(Collected data entries)
• • •

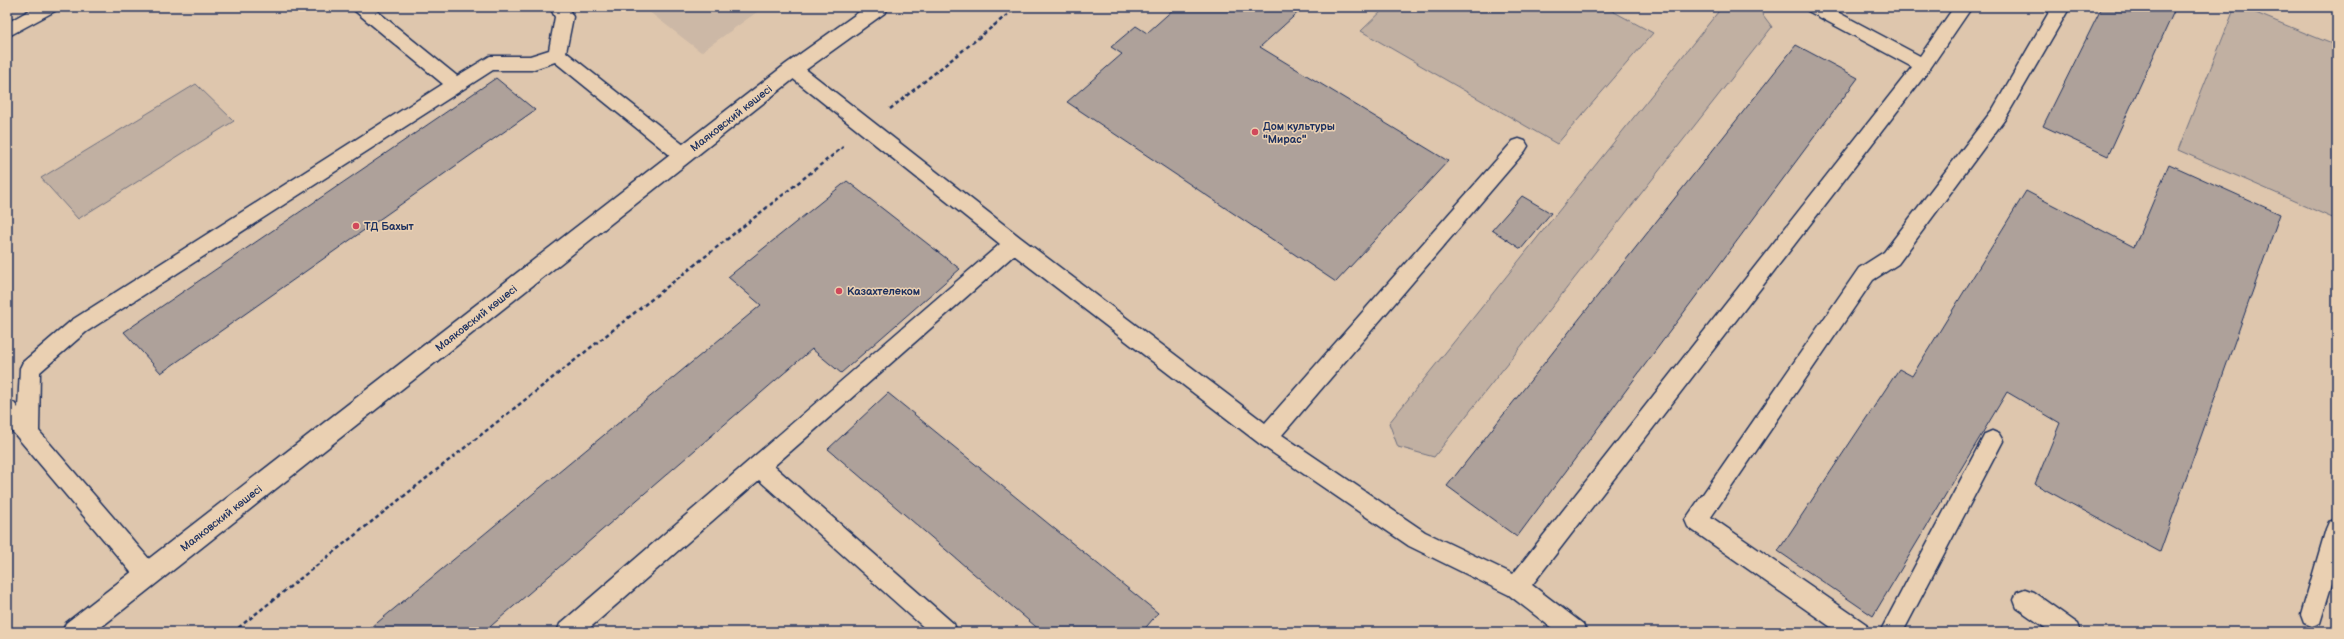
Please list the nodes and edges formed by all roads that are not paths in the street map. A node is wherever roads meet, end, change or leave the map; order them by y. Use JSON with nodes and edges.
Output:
{"nodes":[{"id":1,"x":49,"y":7,"type":"edge"},
{"id":2,"x":361,"y":7,"type":"edge"},
{"id":3,"x":559,"y":7,"type":"edge"},
{"id":4,"x":879,"y":7,"type":"edge"},
{"id":5,"x":1814,"y":7,"type":"edge"},
{"id":6,"x":1963,"y":7,"type":"edge"},
{"id":7,"x":2061,"y":7,"type":"edge"},
{"id":8,"x":7,"y":31,"type":"edge"},
{"id":9,"x":557,"y":54,"type":"junction"},
{"id":10,"x":1923,"y":65,"type":"junction"},
{"id":11,"x":794,"y":69,"type":"junction"},
{"id":12,"x":456,"y":85,"type":"junction"},
{"id":13,"x":1519,"y":146,"type":"dead end"},
{"id":14,"x":683,"y":155,"type":"junction"},
{"id":15,"x":1014,"y":244,"type":"junction"},
{"id":16,"x":7,"y":410,"type":"edge"},
{"id":17,"x":28,"y":434,"type":"junction"},
{"id":18,"x":1267,"y":437,"type":"junction"},
{"id":19,"x":1992,"y":441,"type":"dead end"},
{"id":20,"x":760,"y":467,"type":"junction"},
{"id":21,"x":2337,"y":529,"type":"edge"},
{"id":22,"x":148,"y":575,"type":"junction"},
{"id":23,"x":1517,"y":587,"type":"junction"},
{"id":24,"x":2025,"y":600,"type":"dead end"},
{"id":25,"x":2312,"y":615,"type":"dead end"},
{"id":26,"x":75,"y":632,"type":"edge"},
{"id":27,"x":568,"y":632,"type":"edge"},
{"id":28,"x":946,"y":632,"type":"edge"},
{"id":29,"x":1575,"y":632,"type":"edge"},
{"id":30,"x":1858,"y":632,"type":"edge"},
{"id":31,"x":1891,"y":632,"type":"edge"},
{"id":32,"x":2070,"y":632,"type":"edge"}],
"edges":[{"from":1,"to":8,"type":"lane"},
{"from":2,"to":12,"type":"lane"},
{"from":3,"to":9,"type":"lane"},
{"from":4,"to":11,"type":"street","name":"Маяковский көшесі"},
{"from":5,"to":10,"type":"lane"},
{"from":6,"to":10,"type":"lane"},
{"from":7,"to":30,"type":"lane"},
{"from":9,"to":12,"type":"lane"},
{"from":9,"to":14,"type":"lane"},
{"from":10,"to":23,"type":"lane"},
{"from":11,"to":14,"type":"street","name":"Маяковский көшесі"},
{"from":11,"to":15,"type":"lane"},
{"from":12,"to":17,"type":"lane"},
{"from":13,"to":18,"type":"lane"},
{"from":14,"to":22,"type":"street","name":"Маяковский көшесі"},
{"from":15,"to":18,"type":"lane"},
{"from":15,"to":20,"type":"lane"},
{"from":16,"to":17,"type":"lane"},
{"from":17,"to":22,"type":"lane"},
{"from":18,"to":23,"type":"lane"},
{"from":19,"to":31,"type":"lane"},
{"from":20,"to":27,"type":"lane"},
{"from":20,"to":28,"type":"lane"},
{"from":21,"to":25,"type":"lane"},
{"from":22,"to":26,"type":"street","name":"Маяковский көшесі"},
{"from":23,"to":29,"type":"lane"},
{"from":24,"to":32,"type":"lane"}]}
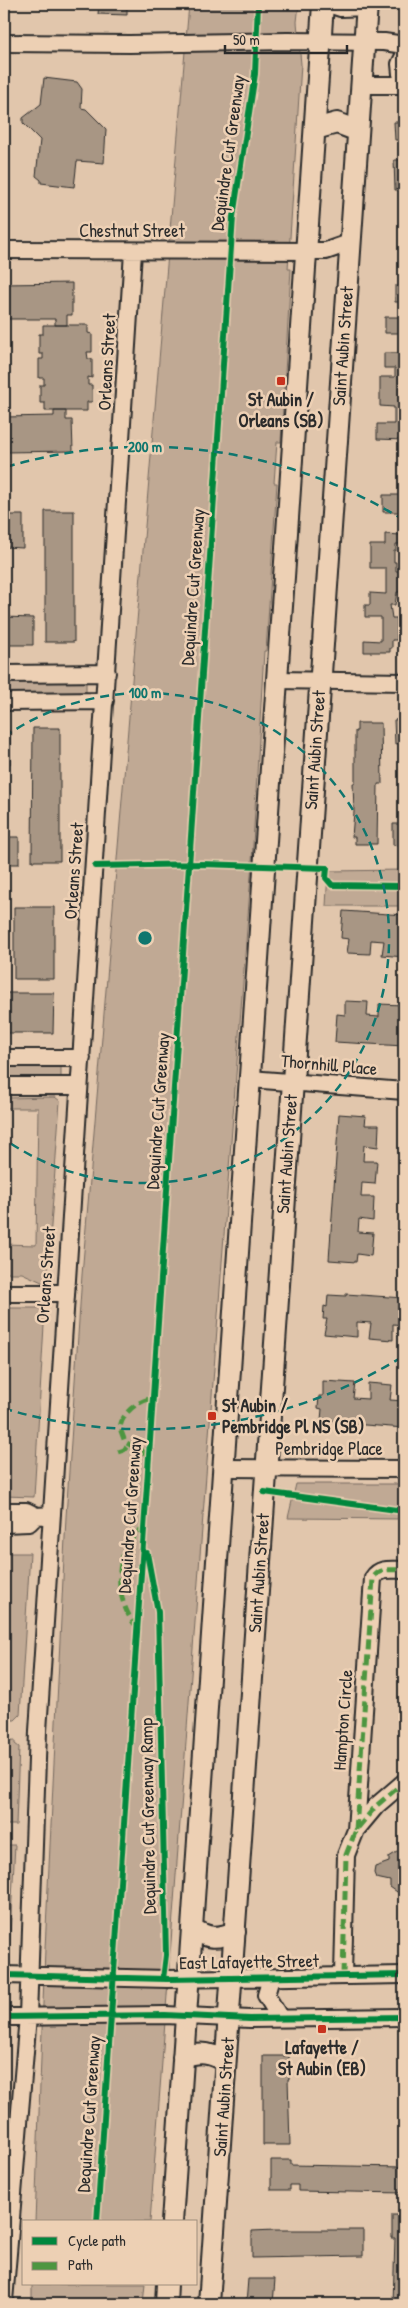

• • •

▸ ASSIGNMENT
Transcribe all the lines above exactly, apart from the pictures.

▸ RESULT OF THIS TASK
Please list the nodes and edges formed by all roads that are not paths in the street map. A node is wherever roads meet, end, change or leave the map; order them by y. Use JSON with nodes and edges.
Output:
{"nodes":[{"id":1,"x":49,"y":7,"type":"edge"},
{"id":2,"x":361,"y":7,"type":"edge"},
{"id":3,"x":559,"y":7,"type":"edge"},
{"id":4,"x":879,"y":7,"type":"edge"},
{"id":5,"x":1814,"y":7,"type":"edge"},
{"id":6,"x":1963,"y":7,"type":"edge"},
{"id":7,"x":2061,"y":7,"type":"edge"},
{"id":8,"x":7,"y":31,"type":"edge"},
{"id":9,"x":557,"y":54,"type":"junction"},
{"id":10,"x":1923,"y":65,"type":"junction"},
{"id":11,"x":794,"y":69,"type":"junction"},
{"id":12,"x":456,"y":85,"type":"junction"},
{"id":13,"x":1519,"y":146,"type":"dead end"},
{"id":14,"x":683,"y":155,"type":"junction"},
{"id":15,"x":1014,"y":244,"type":"junction"},
{"id":16,"x":7,"y":410,"type":"edge"},
{"id":17,"x":28,"y":434,"type":"junction"},
{"id":18,"x":1267,"y":437,"type":"junction"},
{"id":19,"x":1992,"y":441,"type":"dead end"},
{"id":20,"x":760,"y":467,"type":"junction"},
{"id":21,"x":2337,"y":529,"type":"edge"},
{"id":22,"x":148,"y":575,"type":"junction"},
{"id":23,"x":1517,"y":587,"type":"junction"},
{"id":24,"x":2025,"y":600,"type":"dead end"},
{"id":25,"x":2312,"y":615,"type":"dead end"},
{"id":26,"x":75,"y":632,"type":"edge"},
{"id":27,"x":568,"y":632,"type":"edge"},
{"id":28,"x":946,"y":632,"type":"edge"},
{"id":29,"x":1575,"y":632,"type":"edge"},
{"id":30,"x":1858,"y":632,"type":"edge"},
{"id":31,"x":1891,"y":632,"type":"edge"},
{"id":32,"x":2070,"y":632,"type":"edge"}],
"edges":[{"from":1,"to":8,"type":"lane"},
{"from":2,"to":12,"type":"lane"},
{"from":3,"to":9,"type":"lane"},
{"from":4,"to":11,"type":"street","name":"Маяковский көшесі"},
{"from":5,"to":10,"type":"lane"},
{"from":6,"to":10,"type":"lane"},
{"from":7,"to":30,"type":"lane"},
{"from":9,"to":12,"type":"lane"},
{"from":9,"to":14,"type":"lane"},
{"from":10,"to":23,"type":"lane"},
{"from":11,"to":14,"type":"street","name":"Маяковский көшесі"},
{"from":11,"to":15,"type":"lane"},
{"from":12,"to":17,"type":"lane"},
{"from":13,"to":18,"type":"lane"},
{"from":14,"to":22,"type":"street","name":"Маяковский көшесі"},
{"from":15,"to":18,"type":"lane"},
{"from":15,"to":20,"type":"lane"},
{"from":16,"to":17,"type":"lane"},
{"from":17,"to":22,"type":"lane"},
{"from":18,"to":23,"type":"lane"},
{"from":19,"to":31,"type":"lane"},
{"from":20,"to":27,"type":"lane"},
{"from":20,"to":28,"type":"lane"},
{"from":21,"to":25,"type":"lane"},
{"from":22,"to":26,"type":"street","name":"Маяковский көшесі"},
{"from":23,"to":29,"type":"lane"},
{"from":24,"to":32,"type":"lane"}]}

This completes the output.